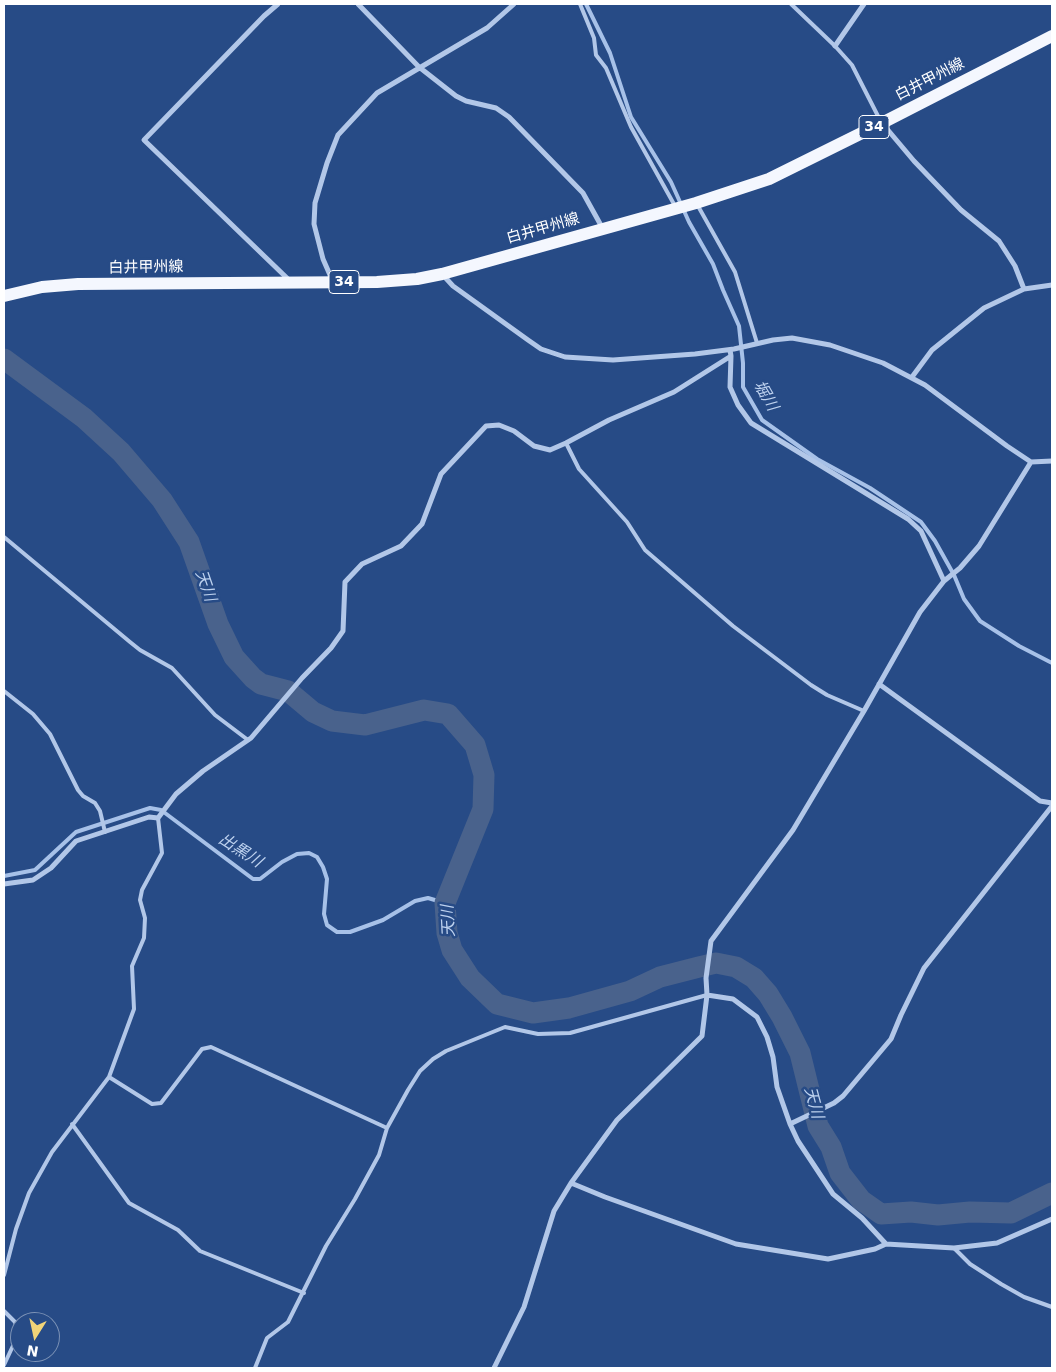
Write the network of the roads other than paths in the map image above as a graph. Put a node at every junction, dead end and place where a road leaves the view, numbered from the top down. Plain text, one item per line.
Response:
1 (278, 4) edge
2 (358, 4) edge
3 (514, 4) edge
4 (580, 4) edge
5 (791, 4) edge
6 (864, 4) edge
7 (1052, 36) edge
8 (835, 46) junction
9 (419, 67) junction
10 (882, 124) junction
11 (693, 204) junction
12 (676, 208) junction
13 (603, 229) junction
14 (442, 274) junction
15 (292, 282) junction
16 (331, 283) junction
17 (1052, 285) edge
18 (1024, 289) junction
19 (4, 296) edge
20 (757, 343) junction
21 (732, 349) junction
22 (731, 356) junction
23 (912, 377) junction
24 (566, 443) junction
25 (1052, 461) edge
26 (1031, 462) junction
27 (4, 537) edge
28 (946, 579) junction
29 (880, 684) junction
30 (4, 691) edge
31 (864, 711) junction
32 (248, 740) junction
33 (1052, 805) edge
34 (159, 817) junction
35 (105, 831) junction
36 (4, 884) edge
37 (707, 995) junction
38 (109, 1077) junction
39 (72, 1124) junction
40 (790, 1124) junction
41 (387, 1128) junction
42 (571, 1183) junction
43 (1052, 1219) edge
44 (886, 1244) junction
45 (954, 1248) junction
46 (4, 1275) edge
47 (304, 1292) junction
48 (1052, 1307) edge
49 (4, 1312) edge
50 (4, 1365) edge
51 (255, 1368) edge
52 (494, 1368) edge

1 - 15 street
2 - 9 street
3 - 9 street
4 - 12 lane
5 - 8 lane
6 - 8 street
7 - 10 main road, 白井甲州線 / 34
8 - 10 lane
9 - 13 street
9 - 16 street
10 - 11 main road, 白井甲州線 / 34
10 - 18 street
11 - 12 main road, 白井甲州線 / 34
11 - 20 lane
12 - 13 main road, 白井甲州線 / 34
13 - 14 main road, 白井甲州線 / 34
14 - 16 main road, 白井甲州線 / 34
14 - 21 street
15 - 16 main road, 白井甲州線 / 34
15 - 19 main road, 白井甲州線 / 34
17 - 18 street
18 - 23 street
20 - 21 street
20 - 23 street
21 - 22 street
22 - 24 street
22 - 28 street
23 - 26 street
24 - 31 lane
24 - 32 street
25 - 26 street
26 - 28 street
27 - 32 lane
28 - 29 street
29 - 31 street
29 - 33 street
30 - 35 lane
31 - 37 street
32 - 34 street
33 - 40 street
34 - 35 street
34 - 38 lane
35 - 36 street
37 - 40 street
37 - 41 lane
37 - 42 street
38 - 39 lane
38 - 41 lane
39 - 46 lane
39 - 47 lane
40 - 44 street
41 - 47 lane
42 - 44 street
42 - 52 street
43 - 45 street
44 - 45 street
45 - 48 lane
47 - 51 lane
49 - 50 lane

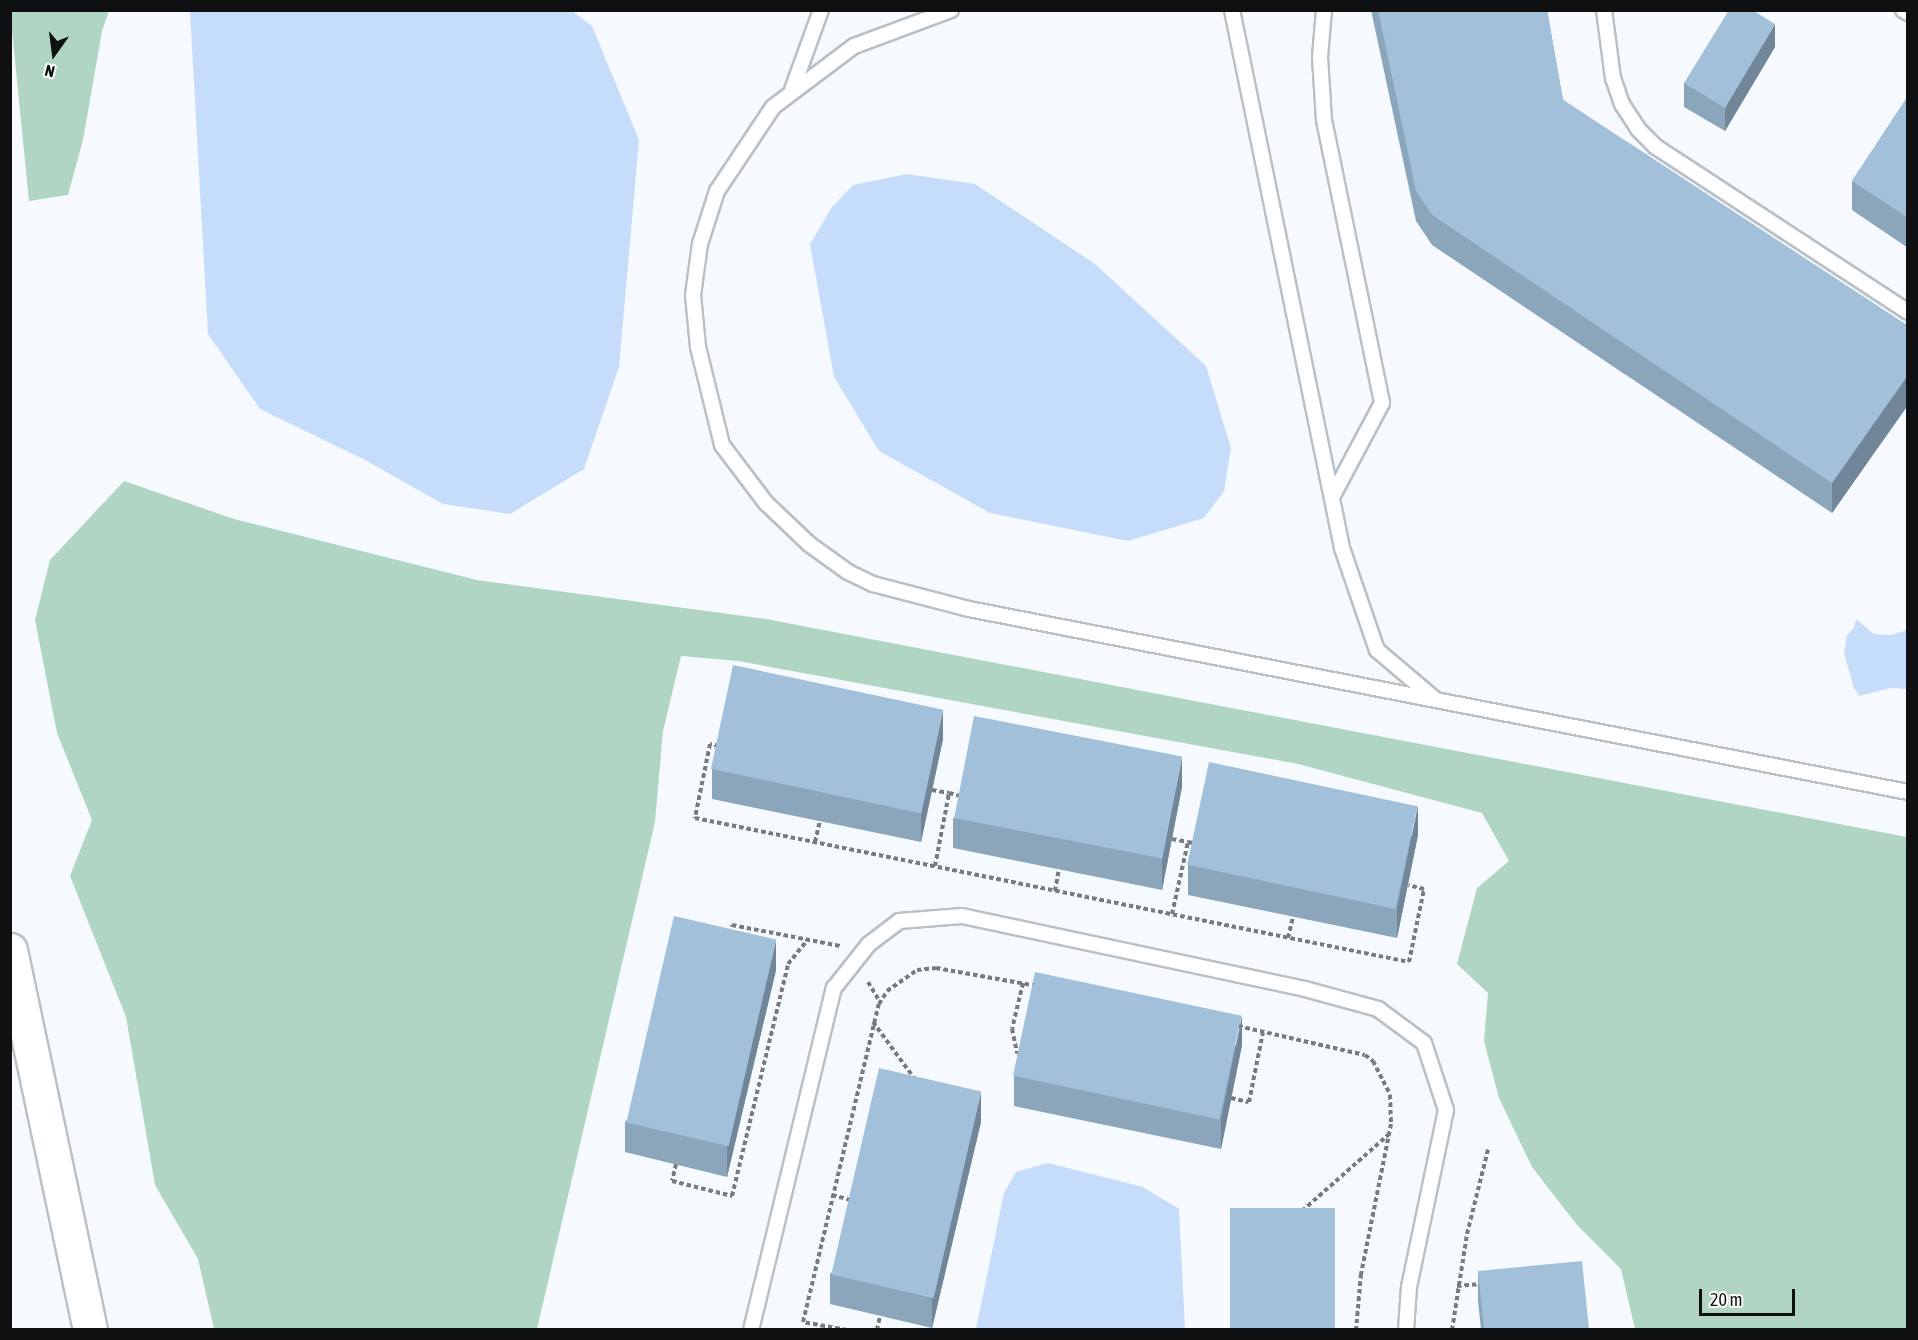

# Task to complete:
Every line of the listing above is to be set down verbatim, without the pictures.

# Output for this task:
Write the network of the roads other than paths in the map image above as a graph. Put a node at every junction, dead end and place where a road leaves the view, numbered from the top down. Plain text, one item per line.
Response:
1 (278, 4) edge
2 (358, 4) edge
3 (514, 4) edge
4 (580, 4) edge
5 (791, 4) edge
6 (864, 4) edge
7 (1052, 36) edge
8 (835, 46) junction
9 (419, 67) junction
10 (882, 124) junction
11 (693, 204) junction
12 (676, 208) junction
13 (603, 229) junction
14 (442, 274) junction
15 (292, 282) junction
16 (331, 283) junction
17 (1052, 285) edge
18 (1024, 289) junction
19 (4, 296) edge
20 (757, 343) junction
21 (732, 349) junction
22 (731, 356) junction
23 (912, 377) junction
24 (566, 443) junction
25 (1052, 461) edge
26 (1031, 462) junction
27 (4, 537) edge
28 (946, 579) junction
29 (880, 684) junction
30 (4, 691) edge
31 (864, 711) junction
32 (248, 740) junction
33 (1052, 805) edge
34 (159, 817) junction
35 (105, 831) junction
36 (4, 884) edge
37 (707, 995) junction
38 (109, 1077) junction
39 (72, 1124) junction
40 (790, 1124) junction
41 (387, 1128) junction
42 (571, 1183) junction
43 (1052, 1219) edge
44 (886, 1244) junction
45 (954, 1248) junction
46 (4, 1275) edge
47 (304, 1292) junction
48 (1052, 1307) edge
49 (4, 1312) edge
50 (4, 1365) edge
51 (255, 1368) edge
52 (494, 1368) edge

1 - 15 street
2 - 9 street
3 - 9 street
4 - 12 lane
5 - 8 lane
6 - 8 street
7 - 10 main road, 白井甲州線 / 34
8 - 10 lane
9 - 13 street
9 - 16 street
10 - 11 main road, 白井甲州線 / 34
10 - 18 street
11 - 12 main road, 白井甲州線 / 34
11 - 20 lane
12 - 13 main road, 白井甲州線 / 34
13 - 14 main road, 白井甲州線 / 34
14 - 16 main road, 白井甲州線 / 34
14 - 21 street
15 - 16 main road, 白井甲州線 / 34
15 - 19 main road, 白井甲州線 / 34
17 - 18 street
18 - 23 street
20 - 21 street
20 - 23 street
21 - 22 street
22 - 24 street
22 - 28 street
23 - 26 street
24 - 31 lane
24 - 32 street
25 - 26 street
26 - 28 street
27 - 32 lane
28 - 29 street
29 - 31 street
29 - 33 street
30 - 35 lane
31 - 37 street
32 - 34 street
33 - 40 street
34 - 35 street
34 - 38 lane
35 - 36 street
37 - 40 street
37 - 41 lane
37 - 42 street
38 - 39 lane
38 - 41 lane
39 - 46 lane
39 - 47 lane
40 - 44 street
41 - 47 lane
42 - 44 street
42 - 52 street
43 - 45 street
44 - 45 street
45 - 48 lane
47 - 51 lane
49 - 50 lane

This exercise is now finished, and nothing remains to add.